● **WHAT TO WORK ON**: Find every line below that contains the word "Arenagatan" and copy it out.

"""

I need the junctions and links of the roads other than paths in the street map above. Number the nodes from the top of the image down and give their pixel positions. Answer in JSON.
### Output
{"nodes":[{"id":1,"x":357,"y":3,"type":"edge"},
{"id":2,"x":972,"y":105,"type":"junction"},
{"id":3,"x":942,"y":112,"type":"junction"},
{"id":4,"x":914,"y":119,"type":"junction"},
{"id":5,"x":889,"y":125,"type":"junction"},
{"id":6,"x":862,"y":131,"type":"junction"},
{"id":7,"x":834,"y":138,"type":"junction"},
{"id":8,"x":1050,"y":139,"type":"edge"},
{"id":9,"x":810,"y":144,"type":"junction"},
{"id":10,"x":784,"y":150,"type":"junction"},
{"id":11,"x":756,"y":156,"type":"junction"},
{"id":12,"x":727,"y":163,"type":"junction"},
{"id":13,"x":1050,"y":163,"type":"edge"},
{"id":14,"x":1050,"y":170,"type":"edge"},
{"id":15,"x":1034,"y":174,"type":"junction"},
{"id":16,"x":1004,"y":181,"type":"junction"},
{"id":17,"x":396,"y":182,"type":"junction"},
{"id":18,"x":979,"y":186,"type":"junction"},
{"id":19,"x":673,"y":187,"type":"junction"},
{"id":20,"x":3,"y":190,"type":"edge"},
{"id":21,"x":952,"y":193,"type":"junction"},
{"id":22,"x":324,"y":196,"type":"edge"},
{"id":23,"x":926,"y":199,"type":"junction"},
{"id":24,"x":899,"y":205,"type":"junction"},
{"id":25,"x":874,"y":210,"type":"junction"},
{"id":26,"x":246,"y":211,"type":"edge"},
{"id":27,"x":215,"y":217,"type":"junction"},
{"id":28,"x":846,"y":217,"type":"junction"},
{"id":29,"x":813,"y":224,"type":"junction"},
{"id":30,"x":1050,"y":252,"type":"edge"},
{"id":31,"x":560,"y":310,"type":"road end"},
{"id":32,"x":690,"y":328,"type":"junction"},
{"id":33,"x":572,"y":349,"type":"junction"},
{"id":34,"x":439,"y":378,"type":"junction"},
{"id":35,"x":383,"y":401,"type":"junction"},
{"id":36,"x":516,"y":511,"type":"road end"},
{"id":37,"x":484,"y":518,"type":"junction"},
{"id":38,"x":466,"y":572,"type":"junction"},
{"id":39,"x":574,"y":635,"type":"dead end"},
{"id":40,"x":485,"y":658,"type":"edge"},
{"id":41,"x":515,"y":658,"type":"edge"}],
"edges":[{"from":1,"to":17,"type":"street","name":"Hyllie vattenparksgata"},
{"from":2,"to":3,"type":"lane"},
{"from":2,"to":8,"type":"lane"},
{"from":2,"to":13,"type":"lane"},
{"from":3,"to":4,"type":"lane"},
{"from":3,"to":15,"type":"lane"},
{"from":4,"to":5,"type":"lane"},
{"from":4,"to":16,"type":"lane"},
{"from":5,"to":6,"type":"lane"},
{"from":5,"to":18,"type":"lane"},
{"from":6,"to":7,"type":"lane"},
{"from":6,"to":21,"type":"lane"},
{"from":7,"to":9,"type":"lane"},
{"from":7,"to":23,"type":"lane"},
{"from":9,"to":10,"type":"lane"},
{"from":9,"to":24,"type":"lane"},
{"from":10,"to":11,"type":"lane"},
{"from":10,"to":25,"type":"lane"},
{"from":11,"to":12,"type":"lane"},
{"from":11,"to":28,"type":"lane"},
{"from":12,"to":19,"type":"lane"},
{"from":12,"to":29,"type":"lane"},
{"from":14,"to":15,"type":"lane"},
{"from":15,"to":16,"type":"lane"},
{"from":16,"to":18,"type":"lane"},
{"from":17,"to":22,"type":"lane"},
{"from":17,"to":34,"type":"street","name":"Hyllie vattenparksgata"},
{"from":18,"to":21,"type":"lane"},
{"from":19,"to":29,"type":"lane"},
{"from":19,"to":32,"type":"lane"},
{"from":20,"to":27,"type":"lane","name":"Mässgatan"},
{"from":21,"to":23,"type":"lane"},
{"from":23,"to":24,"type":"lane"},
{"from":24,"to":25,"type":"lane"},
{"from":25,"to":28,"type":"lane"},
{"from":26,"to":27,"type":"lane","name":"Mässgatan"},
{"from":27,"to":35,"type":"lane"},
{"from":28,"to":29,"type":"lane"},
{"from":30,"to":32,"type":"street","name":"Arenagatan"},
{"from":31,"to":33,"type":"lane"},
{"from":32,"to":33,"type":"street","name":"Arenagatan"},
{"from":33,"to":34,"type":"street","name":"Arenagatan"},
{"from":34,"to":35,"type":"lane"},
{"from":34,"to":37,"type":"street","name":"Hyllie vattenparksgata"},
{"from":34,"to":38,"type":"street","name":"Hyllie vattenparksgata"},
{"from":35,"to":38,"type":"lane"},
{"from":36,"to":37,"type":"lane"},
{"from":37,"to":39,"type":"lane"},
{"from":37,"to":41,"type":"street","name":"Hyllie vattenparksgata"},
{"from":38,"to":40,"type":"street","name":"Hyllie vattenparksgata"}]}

"""

● **EXERCISE OUTPUT**:
{"from":30,"to":32,"type":"street","name":"Arenagatan"},
{"from":32,"to":33,"type":"street","name":"Arenagatan"},
{"from":33,"to":34,"type":"street","name":"Arenagatan"},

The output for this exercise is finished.